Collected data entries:
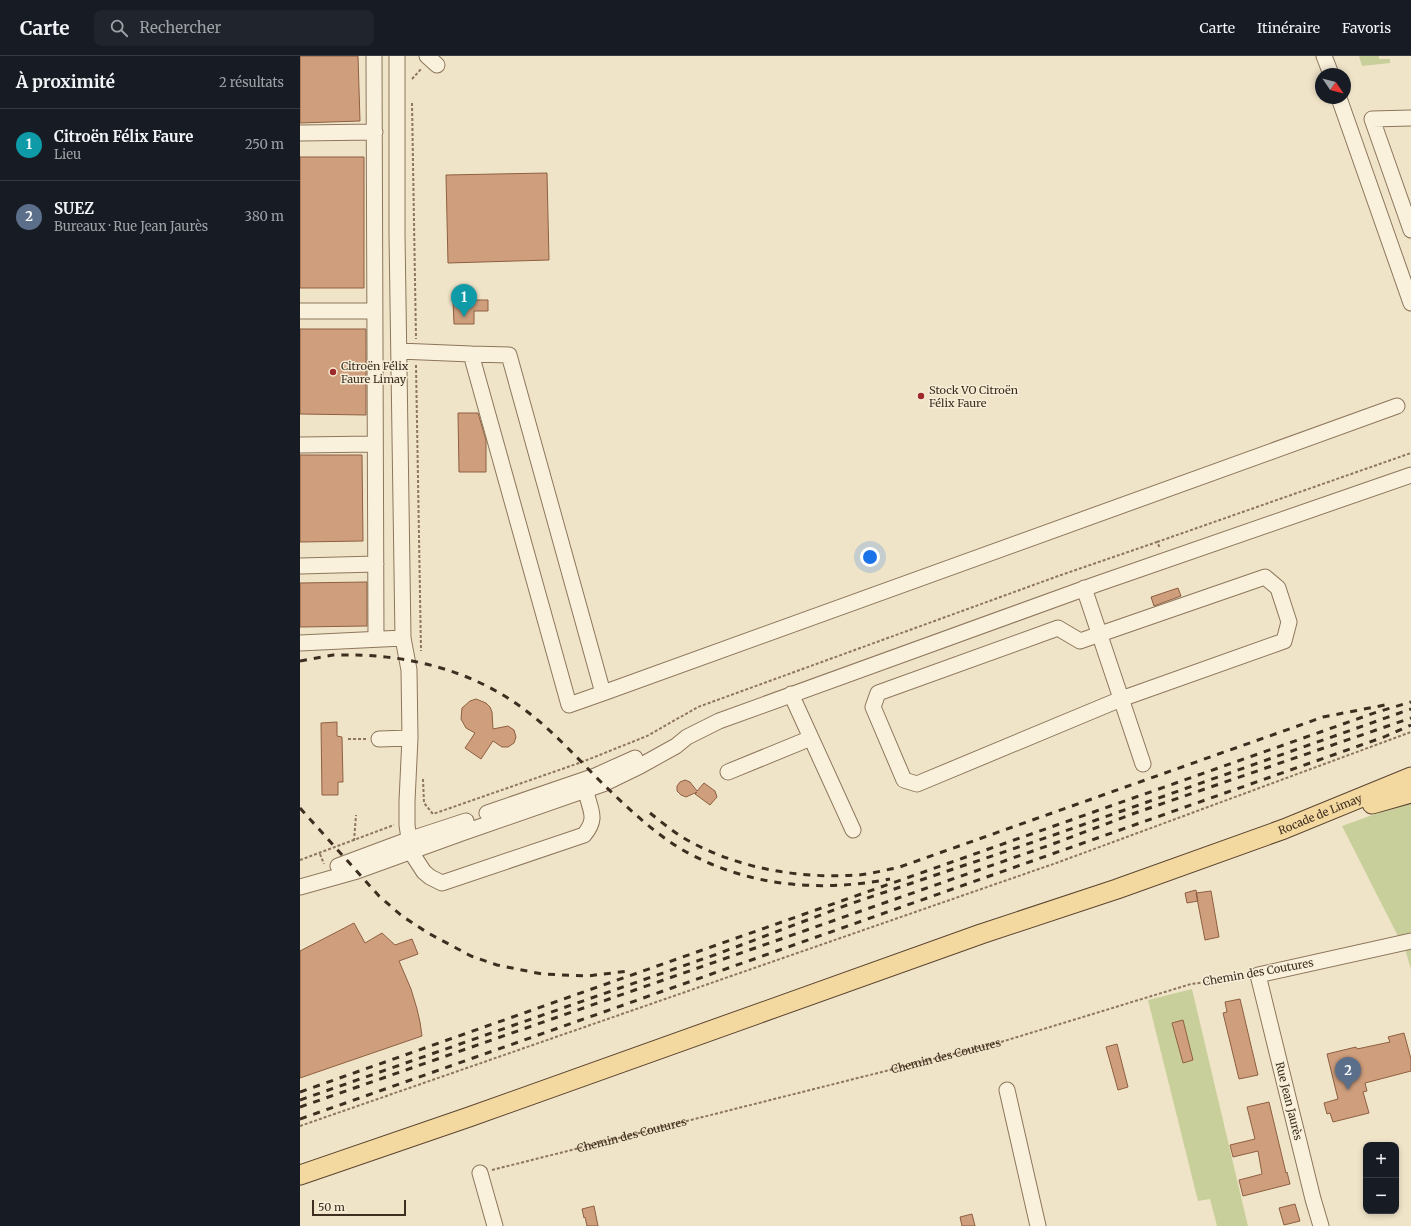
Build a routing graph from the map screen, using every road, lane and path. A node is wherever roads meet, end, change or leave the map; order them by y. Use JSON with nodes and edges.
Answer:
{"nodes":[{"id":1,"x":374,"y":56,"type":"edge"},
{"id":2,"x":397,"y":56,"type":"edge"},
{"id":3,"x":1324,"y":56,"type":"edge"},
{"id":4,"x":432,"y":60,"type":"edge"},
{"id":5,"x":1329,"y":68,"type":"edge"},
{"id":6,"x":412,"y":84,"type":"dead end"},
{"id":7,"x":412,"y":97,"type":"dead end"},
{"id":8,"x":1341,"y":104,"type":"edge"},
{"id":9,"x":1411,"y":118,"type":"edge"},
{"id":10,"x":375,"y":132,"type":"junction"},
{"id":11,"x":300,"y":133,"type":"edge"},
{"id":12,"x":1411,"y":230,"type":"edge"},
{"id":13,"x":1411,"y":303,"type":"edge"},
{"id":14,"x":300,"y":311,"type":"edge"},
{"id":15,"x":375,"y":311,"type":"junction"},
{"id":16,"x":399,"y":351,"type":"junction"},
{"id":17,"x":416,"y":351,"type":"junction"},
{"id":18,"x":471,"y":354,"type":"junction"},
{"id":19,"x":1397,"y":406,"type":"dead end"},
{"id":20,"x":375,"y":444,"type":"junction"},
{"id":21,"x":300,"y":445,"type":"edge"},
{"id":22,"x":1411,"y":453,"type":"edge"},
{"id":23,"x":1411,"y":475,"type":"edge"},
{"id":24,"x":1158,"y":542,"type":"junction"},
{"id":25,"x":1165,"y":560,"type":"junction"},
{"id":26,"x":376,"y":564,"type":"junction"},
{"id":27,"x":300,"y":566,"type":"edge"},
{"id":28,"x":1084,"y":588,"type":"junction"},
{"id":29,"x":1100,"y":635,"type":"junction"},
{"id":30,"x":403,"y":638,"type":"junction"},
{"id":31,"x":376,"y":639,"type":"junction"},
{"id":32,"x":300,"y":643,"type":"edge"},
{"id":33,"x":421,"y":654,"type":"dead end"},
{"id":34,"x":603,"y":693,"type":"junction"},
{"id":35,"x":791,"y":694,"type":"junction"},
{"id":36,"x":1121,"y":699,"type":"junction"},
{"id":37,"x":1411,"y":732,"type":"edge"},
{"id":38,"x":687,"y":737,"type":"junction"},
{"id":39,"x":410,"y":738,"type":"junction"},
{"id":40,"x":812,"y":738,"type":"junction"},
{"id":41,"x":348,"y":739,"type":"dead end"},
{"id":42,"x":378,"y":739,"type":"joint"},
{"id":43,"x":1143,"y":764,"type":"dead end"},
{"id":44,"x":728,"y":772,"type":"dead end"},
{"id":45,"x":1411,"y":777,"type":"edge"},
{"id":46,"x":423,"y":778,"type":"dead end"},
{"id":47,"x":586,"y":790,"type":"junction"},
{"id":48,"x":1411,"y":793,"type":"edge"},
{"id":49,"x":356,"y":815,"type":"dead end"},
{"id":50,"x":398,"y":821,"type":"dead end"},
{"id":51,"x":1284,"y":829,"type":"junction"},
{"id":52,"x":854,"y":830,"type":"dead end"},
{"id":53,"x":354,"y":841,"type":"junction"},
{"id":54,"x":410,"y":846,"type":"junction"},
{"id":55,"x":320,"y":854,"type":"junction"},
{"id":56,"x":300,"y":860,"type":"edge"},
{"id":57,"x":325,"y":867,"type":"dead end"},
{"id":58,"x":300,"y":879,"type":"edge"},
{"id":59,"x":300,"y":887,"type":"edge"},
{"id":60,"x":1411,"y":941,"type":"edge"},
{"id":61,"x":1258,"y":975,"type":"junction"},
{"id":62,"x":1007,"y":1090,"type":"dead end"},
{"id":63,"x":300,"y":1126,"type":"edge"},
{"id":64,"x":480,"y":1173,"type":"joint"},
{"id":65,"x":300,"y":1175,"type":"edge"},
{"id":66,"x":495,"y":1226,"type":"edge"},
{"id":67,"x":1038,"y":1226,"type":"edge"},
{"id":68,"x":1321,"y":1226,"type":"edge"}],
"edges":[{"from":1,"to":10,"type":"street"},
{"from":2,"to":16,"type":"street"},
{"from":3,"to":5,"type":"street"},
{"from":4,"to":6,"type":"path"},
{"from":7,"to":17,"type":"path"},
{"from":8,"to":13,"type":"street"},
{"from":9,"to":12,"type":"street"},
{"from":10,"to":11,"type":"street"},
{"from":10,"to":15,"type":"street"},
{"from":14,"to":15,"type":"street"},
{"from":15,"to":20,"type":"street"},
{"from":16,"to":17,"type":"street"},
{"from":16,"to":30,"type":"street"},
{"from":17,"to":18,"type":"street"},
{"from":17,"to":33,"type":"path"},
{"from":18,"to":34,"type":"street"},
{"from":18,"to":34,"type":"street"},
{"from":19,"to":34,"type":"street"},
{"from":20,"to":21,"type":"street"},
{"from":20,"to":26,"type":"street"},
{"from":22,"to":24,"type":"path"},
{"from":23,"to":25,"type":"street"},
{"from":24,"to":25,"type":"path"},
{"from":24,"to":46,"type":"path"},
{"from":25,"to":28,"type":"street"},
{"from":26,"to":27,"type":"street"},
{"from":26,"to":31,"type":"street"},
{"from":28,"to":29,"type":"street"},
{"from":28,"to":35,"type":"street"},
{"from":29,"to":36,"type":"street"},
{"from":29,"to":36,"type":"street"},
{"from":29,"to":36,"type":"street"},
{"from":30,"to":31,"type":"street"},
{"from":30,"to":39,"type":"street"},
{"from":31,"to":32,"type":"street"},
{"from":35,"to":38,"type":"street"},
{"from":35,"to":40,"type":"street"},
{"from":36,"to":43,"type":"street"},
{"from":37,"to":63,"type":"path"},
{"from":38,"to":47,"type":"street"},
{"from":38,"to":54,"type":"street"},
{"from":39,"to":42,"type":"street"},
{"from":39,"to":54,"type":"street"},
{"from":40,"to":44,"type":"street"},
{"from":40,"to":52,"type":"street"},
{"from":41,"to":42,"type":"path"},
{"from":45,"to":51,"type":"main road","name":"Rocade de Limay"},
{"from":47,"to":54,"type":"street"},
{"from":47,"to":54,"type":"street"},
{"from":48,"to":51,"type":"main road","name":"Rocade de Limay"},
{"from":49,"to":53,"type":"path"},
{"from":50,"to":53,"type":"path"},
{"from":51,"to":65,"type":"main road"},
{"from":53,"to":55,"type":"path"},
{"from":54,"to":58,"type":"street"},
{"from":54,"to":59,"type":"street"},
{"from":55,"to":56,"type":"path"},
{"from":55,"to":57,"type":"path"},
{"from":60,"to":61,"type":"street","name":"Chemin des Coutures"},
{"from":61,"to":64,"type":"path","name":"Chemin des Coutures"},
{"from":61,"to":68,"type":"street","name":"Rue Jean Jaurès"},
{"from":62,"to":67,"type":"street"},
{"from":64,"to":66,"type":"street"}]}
---
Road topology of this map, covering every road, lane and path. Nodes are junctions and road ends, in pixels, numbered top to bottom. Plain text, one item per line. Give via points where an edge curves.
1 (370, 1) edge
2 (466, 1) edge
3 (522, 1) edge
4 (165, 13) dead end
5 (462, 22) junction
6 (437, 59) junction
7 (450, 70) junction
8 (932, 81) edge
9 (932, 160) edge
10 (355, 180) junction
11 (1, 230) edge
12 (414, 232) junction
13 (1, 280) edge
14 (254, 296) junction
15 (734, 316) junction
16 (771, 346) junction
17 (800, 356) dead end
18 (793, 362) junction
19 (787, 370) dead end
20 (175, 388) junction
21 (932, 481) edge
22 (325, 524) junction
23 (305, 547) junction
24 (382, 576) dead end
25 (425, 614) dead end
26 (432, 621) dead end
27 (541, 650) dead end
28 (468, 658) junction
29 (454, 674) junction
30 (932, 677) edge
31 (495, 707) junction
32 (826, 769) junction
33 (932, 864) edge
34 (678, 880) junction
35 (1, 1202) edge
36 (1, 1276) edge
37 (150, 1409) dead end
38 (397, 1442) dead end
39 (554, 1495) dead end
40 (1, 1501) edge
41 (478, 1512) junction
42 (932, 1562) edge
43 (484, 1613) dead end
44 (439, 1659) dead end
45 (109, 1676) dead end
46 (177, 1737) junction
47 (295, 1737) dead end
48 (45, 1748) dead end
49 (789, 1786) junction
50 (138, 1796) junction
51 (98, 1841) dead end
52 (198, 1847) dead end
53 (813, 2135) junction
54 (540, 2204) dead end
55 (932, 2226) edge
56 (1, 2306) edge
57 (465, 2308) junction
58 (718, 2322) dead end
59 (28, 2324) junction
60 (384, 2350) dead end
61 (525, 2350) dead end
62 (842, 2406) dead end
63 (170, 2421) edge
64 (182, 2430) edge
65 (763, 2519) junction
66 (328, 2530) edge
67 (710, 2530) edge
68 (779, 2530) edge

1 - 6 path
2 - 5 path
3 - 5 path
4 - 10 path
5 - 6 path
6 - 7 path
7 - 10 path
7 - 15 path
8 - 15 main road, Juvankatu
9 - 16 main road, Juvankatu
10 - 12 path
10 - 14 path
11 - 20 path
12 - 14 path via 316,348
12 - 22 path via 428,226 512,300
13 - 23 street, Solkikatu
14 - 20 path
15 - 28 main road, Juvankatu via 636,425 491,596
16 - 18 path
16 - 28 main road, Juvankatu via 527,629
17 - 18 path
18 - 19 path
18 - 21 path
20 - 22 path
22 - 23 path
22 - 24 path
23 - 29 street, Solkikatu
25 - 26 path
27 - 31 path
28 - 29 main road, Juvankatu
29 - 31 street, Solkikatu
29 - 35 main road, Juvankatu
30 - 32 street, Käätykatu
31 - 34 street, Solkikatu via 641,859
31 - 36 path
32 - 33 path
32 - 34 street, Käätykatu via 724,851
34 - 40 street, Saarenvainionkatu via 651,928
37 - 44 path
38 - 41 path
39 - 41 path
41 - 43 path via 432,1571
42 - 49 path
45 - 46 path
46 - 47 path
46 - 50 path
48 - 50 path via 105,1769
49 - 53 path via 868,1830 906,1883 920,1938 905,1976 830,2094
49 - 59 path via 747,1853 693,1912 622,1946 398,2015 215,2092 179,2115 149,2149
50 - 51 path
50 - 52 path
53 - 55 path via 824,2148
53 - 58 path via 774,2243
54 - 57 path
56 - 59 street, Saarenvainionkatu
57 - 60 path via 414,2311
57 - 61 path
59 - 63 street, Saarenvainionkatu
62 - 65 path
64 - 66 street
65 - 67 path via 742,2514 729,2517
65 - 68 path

▶ THE PROBLEM
Return each line among the entries that holds the word "edges".

▶ RESULT OF THE EXERCISE
Build a routing graph from the map screen, using every road, lane and path. A node is wherever roads meet, end, change or leave the map; order them by y. Use JSON with nodes and edges.
"edges":[{"from":1,"to":10,"type":"street"},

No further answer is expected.